Several limitations warrant emphasis. First, the diet pattern was assessed with a single global self-report item; this measure likely captured perceived diet identity rather than objective nutritional quality, and the shared emphasis on “healthy eating” may have inflated the diet-ONI association through common-method and construct overlap. Future studies should incorporate validated dietary quality indices (e.g., FFQ/recall-based measures, Mediterranean diet adherence scores) and assess motivations and cognitive rigidity surrounding eating. Second, the convenience, self-selected online sample was skewed toward younger, more educated and regularly active adults (61.5% regularly active), which limits external validity; accordingly, the present estimates may not generalise to sedentary populations, older adults, or clinical/high-risk groups (e.g., elite/professional athletes and clinical eating-disorder patients).
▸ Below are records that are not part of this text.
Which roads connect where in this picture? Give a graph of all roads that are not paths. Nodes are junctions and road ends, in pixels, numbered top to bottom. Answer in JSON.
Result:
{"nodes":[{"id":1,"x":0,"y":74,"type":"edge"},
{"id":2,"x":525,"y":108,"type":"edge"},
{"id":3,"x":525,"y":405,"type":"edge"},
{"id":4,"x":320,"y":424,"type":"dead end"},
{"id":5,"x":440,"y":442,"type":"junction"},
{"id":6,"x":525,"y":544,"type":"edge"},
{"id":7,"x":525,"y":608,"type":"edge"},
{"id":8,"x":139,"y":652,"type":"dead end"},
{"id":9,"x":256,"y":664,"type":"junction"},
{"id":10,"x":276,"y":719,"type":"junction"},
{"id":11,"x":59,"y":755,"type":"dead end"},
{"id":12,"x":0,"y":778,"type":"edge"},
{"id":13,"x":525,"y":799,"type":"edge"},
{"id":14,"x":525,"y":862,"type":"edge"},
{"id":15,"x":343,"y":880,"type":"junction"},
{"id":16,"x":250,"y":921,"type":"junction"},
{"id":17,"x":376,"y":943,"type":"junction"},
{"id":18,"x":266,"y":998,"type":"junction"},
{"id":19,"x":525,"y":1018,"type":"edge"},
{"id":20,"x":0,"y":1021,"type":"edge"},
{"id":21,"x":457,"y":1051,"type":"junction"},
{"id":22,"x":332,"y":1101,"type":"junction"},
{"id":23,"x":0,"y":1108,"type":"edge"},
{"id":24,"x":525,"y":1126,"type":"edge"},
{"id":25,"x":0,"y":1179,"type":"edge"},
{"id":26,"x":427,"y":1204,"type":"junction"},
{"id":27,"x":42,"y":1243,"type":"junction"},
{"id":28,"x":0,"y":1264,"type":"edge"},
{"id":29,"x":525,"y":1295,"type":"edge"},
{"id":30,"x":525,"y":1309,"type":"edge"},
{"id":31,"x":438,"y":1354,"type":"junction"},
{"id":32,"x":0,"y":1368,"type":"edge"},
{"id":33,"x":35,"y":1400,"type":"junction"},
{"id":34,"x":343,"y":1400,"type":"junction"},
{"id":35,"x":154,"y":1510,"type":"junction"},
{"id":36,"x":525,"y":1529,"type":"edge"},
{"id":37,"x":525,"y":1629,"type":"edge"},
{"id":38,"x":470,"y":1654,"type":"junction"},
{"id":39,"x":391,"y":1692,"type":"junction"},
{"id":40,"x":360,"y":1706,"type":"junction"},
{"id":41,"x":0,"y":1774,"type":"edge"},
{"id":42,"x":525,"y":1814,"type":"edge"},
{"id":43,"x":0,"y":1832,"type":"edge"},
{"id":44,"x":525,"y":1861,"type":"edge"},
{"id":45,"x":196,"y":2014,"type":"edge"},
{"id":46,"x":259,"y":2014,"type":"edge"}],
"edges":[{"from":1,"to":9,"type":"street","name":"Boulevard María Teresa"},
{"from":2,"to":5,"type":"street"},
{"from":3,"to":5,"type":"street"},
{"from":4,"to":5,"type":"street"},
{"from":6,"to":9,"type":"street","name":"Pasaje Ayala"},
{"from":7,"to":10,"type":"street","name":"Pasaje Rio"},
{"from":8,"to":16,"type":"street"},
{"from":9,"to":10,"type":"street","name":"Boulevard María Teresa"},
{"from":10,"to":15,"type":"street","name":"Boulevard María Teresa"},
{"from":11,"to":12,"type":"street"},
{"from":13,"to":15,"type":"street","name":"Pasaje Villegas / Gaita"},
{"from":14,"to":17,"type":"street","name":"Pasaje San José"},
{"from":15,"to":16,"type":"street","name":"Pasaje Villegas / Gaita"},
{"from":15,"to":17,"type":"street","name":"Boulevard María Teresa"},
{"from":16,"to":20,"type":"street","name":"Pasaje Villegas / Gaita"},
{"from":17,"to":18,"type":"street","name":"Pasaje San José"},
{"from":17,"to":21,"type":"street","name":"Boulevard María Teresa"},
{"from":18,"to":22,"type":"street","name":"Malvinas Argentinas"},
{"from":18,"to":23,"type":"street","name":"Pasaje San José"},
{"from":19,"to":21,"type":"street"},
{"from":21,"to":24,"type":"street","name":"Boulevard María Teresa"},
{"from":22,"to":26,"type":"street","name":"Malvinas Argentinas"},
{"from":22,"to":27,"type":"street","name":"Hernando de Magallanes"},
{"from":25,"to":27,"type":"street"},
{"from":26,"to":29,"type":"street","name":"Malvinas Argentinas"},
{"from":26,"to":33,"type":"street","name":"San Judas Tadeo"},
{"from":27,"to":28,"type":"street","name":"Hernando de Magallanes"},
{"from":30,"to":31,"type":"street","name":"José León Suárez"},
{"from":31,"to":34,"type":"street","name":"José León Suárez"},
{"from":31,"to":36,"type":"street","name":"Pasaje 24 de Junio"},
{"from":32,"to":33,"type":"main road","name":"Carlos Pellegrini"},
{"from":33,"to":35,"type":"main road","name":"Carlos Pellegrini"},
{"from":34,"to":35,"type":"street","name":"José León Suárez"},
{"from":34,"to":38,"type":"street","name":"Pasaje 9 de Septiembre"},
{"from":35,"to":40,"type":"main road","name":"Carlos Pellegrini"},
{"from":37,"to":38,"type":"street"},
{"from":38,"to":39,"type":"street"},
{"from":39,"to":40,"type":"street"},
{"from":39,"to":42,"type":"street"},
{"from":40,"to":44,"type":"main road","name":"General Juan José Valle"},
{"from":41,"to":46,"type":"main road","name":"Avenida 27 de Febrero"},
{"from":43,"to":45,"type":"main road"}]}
Specifically, generalisability may be further constrained in elite/professional athletes, individuals in weight-sensitive sports or occupations, and clinical eating disorder populations. Third, the cross-sectional design precludes causal inference. In addition, key variables were self-reported (including height and weight used to compute BMI), which may have introduced measurement error and social desirability bias. Finally, the a posteriori sensitivity analysis should be interpreted as describing detectable effects in this dataset rather than as prospective power for study planning.
5. Conclusions
This cross-sectional study examined whether enjoyment of physical activity is associated with orthorexic eating tendencies in adults and whether it explains additional variance in orthorexic symptoms beyond age, BMI, weekly physical activity status, and self-rated diet. Orthorexic tendencies were more closely aligned with BMI and the self-identification of one’s diet as “healthy and balanced” than with physical activity enjoyment. PACES scores were essentially unrelated to ONI total and domain scores, and adding enjoyment to multivariable models did not meaningfully increase explained variance. These findings suggest that affective enjoyment of physical activity is unlikely to be a major correlate of orthorexic symptoms in non-clinical adults and appears conceptually distinct from more compulsive or obligation-driven patterns of exercise. However, because the sample was recruited online and over-represented younger, more educated and regularly active adults, generalisability to sedentary populations and older adults should be interpreted cautiously.
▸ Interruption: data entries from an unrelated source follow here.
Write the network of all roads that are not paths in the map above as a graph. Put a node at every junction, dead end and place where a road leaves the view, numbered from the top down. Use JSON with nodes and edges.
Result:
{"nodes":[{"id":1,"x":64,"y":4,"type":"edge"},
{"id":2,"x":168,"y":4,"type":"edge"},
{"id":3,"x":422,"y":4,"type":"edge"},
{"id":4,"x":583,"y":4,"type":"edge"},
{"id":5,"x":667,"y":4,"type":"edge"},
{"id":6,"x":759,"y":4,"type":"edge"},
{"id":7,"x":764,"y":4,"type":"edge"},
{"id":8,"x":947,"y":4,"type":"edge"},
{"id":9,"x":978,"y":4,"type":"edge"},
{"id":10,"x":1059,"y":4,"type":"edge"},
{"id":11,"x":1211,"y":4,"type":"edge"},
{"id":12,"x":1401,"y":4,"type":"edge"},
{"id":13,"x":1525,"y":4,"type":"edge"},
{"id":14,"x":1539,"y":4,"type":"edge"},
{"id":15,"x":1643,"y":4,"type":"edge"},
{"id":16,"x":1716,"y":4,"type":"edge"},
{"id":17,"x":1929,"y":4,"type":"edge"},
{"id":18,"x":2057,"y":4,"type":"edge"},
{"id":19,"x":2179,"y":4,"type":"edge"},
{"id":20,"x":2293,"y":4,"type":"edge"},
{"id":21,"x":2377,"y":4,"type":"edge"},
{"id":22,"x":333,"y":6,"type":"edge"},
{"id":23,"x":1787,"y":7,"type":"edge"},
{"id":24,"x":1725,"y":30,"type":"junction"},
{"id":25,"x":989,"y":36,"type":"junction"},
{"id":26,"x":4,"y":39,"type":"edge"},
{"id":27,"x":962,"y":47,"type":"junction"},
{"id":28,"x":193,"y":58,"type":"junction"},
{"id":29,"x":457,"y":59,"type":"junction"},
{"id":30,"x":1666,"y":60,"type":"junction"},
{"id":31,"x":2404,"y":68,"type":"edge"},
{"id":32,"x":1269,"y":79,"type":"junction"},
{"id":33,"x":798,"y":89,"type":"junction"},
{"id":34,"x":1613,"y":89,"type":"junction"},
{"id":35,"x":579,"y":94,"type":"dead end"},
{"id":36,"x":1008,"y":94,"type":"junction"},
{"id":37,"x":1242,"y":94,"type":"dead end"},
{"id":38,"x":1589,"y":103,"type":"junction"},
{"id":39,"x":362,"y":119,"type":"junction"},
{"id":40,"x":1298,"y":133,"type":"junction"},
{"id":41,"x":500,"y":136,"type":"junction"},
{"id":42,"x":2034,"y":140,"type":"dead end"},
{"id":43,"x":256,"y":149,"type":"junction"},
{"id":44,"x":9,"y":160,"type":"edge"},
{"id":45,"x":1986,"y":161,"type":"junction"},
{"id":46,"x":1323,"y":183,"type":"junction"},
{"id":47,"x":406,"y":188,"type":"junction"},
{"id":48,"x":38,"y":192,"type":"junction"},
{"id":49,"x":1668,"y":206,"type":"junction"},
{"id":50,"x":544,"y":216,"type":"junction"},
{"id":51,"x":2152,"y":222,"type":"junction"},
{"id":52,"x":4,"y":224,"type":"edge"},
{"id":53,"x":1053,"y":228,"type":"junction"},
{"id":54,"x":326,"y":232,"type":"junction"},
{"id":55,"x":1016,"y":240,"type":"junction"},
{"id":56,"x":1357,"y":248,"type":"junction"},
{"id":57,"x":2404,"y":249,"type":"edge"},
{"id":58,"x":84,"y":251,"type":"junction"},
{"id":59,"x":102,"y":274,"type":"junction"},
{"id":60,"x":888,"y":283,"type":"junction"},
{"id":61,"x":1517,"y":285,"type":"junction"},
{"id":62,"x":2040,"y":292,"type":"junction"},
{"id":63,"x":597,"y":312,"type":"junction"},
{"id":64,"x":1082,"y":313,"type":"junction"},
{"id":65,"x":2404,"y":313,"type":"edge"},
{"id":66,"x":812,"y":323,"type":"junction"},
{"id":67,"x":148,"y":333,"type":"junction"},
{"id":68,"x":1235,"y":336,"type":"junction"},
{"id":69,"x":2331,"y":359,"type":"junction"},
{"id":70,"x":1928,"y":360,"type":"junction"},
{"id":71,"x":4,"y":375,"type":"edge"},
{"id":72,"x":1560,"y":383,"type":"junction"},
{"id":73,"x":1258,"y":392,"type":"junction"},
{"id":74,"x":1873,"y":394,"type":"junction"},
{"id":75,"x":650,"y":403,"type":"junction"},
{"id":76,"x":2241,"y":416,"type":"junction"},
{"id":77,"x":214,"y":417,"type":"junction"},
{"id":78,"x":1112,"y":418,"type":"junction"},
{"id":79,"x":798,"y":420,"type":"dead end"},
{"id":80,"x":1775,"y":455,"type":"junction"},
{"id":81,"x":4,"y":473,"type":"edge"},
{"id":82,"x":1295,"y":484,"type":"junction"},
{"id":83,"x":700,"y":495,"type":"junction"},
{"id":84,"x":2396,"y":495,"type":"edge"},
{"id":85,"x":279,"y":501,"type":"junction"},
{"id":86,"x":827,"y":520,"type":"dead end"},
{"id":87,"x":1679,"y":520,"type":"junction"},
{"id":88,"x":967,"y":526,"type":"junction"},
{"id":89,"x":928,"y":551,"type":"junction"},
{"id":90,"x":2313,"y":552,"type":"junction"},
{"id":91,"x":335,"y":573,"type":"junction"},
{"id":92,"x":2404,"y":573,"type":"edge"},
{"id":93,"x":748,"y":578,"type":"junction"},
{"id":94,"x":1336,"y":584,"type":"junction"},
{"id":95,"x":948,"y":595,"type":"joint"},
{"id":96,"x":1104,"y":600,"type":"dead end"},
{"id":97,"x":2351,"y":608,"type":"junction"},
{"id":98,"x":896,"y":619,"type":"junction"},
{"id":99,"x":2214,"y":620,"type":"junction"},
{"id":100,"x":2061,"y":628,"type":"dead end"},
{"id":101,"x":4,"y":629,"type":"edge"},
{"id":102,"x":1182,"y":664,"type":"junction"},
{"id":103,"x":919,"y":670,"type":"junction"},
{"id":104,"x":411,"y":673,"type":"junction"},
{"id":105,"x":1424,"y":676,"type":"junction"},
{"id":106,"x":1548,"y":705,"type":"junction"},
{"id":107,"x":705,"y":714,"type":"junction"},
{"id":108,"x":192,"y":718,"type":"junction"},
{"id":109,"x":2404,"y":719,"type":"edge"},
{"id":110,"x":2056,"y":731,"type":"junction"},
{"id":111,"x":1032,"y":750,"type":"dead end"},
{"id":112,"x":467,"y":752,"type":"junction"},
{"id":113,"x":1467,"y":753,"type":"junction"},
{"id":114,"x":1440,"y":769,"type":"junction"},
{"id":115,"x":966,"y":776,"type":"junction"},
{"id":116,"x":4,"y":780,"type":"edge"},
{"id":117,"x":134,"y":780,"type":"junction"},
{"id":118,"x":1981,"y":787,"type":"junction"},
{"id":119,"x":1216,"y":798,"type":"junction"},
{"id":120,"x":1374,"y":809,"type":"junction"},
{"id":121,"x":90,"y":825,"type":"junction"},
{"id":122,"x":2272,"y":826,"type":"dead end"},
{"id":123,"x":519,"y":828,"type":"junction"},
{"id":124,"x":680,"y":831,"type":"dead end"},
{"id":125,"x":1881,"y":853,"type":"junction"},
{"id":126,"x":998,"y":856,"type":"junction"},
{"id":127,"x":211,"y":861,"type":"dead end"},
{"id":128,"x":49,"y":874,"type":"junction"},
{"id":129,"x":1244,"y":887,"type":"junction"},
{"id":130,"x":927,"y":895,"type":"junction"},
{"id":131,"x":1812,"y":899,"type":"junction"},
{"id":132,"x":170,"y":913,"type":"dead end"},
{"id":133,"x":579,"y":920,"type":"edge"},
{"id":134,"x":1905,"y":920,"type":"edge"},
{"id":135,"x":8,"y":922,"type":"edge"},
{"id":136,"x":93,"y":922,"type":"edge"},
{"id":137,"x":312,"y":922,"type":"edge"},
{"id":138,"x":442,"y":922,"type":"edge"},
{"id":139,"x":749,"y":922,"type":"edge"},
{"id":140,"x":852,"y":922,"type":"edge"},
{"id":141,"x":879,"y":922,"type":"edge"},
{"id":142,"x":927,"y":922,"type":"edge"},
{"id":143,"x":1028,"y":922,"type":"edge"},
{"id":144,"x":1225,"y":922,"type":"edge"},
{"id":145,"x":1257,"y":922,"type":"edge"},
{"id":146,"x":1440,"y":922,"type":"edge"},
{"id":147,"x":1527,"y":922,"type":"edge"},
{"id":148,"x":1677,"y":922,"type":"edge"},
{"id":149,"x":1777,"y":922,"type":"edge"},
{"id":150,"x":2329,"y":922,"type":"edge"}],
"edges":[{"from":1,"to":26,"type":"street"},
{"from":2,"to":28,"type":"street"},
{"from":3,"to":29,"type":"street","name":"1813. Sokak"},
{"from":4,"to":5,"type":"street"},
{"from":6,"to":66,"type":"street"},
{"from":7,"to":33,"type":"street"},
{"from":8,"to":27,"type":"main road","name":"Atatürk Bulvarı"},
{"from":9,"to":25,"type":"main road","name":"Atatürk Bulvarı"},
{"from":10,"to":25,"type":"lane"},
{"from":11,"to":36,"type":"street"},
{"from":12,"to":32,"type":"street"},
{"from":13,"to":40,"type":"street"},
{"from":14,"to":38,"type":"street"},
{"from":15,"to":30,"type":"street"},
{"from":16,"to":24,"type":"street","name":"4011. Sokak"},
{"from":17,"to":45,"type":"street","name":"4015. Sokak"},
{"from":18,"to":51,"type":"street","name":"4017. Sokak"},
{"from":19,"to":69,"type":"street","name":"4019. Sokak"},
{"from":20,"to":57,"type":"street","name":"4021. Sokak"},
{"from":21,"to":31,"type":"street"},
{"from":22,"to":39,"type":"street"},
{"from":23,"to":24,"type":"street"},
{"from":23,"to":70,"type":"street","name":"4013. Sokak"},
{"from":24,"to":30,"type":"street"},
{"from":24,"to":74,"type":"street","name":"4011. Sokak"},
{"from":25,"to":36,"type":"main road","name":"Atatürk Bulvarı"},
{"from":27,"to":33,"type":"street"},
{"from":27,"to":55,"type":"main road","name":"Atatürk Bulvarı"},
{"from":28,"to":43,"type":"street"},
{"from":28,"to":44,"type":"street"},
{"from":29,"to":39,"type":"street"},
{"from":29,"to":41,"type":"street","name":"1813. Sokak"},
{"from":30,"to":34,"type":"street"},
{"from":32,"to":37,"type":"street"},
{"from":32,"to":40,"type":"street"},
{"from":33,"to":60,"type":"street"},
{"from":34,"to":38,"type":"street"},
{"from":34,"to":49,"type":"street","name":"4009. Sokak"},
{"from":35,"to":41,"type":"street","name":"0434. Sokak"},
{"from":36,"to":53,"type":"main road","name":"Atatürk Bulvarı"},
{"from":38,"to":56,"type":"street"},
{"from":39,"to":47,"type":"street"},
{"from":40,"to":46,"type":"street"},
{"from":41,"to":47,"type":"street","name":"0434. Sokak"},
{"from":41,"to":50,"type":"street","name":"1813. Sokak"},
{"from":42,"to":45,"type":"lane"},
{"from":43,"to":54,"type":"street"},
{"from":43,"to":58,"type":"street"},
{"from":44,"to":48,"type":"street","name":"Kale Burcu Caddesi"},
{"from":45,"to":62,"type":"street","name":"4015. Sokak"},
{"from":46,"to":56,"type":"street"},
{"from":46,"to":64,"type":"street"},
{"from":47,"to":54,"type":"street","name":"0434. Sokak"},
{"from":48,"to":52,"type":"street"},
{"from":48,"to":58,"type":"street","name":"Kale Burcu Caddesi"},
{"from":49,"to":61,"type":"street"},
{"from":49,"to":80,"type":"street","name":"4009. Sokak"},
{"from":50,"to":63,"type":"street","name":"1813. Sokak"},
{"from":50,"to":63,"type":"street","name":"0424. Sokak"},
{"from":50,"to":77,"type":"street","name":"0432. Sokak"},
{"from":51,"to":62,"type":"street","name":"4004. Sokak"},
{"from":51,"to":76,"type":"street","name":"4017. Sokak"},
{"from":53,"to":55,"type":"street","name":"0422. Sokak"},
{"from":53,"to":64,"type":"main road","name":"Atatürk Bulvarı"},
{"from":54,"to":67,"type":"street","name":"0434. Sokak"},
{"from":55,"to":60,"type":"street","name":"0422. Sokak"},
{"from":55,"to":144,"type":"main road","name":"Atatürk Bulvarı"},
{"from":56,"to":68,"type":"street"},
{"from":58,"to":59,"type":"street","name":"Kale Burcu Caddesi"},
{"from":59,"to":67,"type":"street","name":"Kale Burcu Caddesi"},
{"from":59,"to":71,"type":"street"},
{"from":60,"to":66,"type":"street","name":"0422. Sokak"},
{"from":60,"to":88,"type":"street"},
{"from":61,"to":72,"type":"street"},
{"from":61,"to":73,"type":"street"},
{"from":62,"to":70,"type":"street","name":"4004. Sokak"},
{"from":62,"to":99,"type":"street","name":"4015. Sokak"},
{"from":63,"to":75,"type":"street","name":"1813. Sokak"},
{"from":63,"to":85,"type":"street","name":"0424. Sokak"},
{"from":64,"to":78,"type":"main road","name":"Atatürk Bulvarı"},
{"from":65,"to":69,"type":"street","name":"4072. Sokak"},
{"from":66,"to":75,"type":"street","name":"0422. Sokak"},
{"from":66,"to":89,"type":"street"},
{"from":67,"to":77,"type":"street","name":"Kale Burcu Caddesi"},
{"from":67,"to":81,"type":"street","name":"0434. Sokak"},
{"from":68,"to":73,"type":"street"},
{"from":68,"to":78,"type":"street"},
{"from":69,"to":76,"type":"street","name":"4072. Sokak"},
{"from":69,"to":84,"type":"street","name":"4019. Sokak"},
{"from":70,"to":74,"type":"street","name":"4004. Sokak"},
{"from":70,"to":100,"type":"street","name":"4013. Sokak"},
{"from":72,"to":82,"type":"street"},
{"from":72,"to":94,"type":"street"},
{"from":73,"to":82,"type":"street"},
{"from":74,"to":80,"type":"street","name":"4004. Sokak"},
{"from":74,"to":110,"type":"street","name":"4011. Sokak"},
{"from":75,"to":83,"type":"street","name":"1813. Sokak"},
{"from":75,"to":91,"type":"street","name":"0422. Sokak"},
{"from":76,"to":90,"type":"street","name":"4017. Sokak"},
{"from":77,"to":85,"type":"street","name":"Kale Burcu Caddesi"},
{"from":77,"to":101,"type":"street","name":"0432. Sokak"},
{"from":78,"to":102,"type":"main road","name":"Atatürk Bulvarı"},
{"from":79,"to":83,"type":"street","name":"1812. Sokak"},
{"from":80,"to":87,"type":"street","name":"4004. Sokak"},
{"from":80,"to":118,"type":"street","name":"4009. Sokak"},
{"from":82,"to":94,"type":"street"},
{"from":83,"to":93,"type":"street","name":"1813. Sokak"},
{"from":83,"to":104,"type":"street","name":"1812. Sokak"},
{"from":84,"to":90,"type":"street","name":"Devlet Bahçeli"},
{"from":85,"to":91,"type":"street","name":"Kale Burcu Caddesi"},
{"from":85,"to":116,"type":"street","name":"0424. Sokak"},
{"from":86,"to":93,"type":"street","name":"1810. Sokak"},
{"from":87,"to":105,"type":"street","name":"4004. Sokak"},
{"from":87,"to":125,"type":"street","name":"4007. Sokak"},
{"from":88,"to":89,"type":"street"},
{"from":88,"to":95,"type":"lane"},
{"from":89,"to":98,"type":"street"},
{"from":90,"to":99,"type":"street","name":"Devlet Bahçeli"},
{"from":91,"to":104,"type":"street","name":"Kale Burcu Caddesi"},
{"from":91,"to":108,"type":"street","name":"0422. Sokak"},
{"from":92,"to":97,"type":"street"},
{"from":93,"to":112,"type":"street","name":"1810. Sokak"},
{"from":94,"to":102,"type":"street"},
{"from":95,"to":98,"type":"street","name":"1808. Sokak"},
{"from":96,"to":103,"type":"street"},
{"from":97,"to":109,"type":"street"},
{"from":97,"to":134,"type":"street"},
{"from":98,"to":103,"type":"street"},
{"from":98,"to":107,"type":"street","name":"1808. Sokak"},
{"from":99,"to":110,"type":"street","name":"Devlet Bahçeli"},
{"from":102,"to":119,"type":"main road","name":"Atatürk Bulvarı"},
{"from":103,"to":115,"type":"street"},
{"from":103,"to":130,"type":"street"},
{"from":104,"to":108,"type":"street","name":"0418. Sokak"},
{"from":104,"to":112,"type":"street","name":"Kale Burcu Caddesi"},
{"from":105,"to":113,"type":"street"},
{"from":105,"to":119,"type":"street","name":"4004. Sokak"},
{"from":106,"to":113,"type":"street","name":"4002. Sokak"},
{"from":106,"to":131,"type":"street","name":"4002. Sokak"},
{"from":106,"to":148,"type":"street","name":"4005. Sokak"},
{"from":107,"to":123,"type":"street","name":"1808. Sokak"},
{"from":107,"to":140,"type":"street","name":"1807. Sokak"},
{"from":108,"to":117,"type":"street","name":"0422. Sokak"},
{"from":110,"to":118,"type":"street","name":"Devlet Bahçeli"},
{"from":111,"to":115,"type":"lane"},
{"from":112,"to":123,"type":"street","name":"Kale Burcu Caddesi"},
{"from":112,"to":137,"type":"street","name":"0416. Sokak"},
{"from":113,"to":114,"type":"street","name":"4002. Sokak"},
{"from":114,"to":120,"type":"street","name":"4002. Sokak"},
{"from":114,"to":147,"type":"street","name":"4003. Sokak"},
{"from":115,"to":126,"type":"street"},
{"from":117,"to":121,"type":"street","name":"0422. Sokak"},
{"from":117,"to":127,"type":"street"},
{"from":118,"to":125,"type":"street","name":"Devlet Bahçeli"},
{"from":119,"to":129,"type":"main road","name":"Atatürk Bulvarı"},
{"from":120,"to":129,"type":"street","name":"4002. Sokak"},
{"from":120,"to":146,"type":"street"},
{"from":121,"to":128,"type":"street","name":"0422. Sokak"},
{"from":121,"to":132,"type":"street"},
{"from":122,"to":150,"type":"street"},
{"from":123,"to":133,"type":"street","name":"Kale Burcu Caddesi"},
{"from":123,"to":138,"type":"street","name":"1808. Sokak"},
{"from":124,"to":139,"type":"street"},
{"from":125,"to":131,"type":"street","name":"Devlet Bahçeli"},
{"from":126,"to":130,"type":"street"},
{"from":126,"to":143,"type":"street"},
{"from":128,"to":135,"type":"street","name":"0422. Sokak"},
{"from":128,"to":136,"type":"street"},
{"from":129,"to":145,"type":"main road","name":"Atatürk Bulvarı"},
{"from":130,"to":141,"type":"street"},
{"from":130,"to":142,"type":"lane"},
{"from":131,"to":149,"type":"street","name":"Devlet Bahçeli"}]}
At the same time, the associations observed with BMI and subjectively “healthy” diet were small in magnitude, and the overall proportion of variance in orthorexic tendencies explained by the models was modest. The cross-sectional, self-report design and reliance on a single global diet item further limit causal inference and the precision of dietary characterisation. Future research should integrate multidimensional measures of orthorexia with more detailed assessments of diet, exercise volume, and compulsive exercise, and employ longitudinal or experimental designs to clarify temporal and causal relationships. For practice, the results tentatively indicate that promoting enjoyable physical activity experiences can remain a central target of health promotion without strong concern that this, in itself, will exacerbate orthorexic tendencies, while clinical attention may be better focused on rigid dietary rules, functional impairment, and distress surrounding “healthy” eating.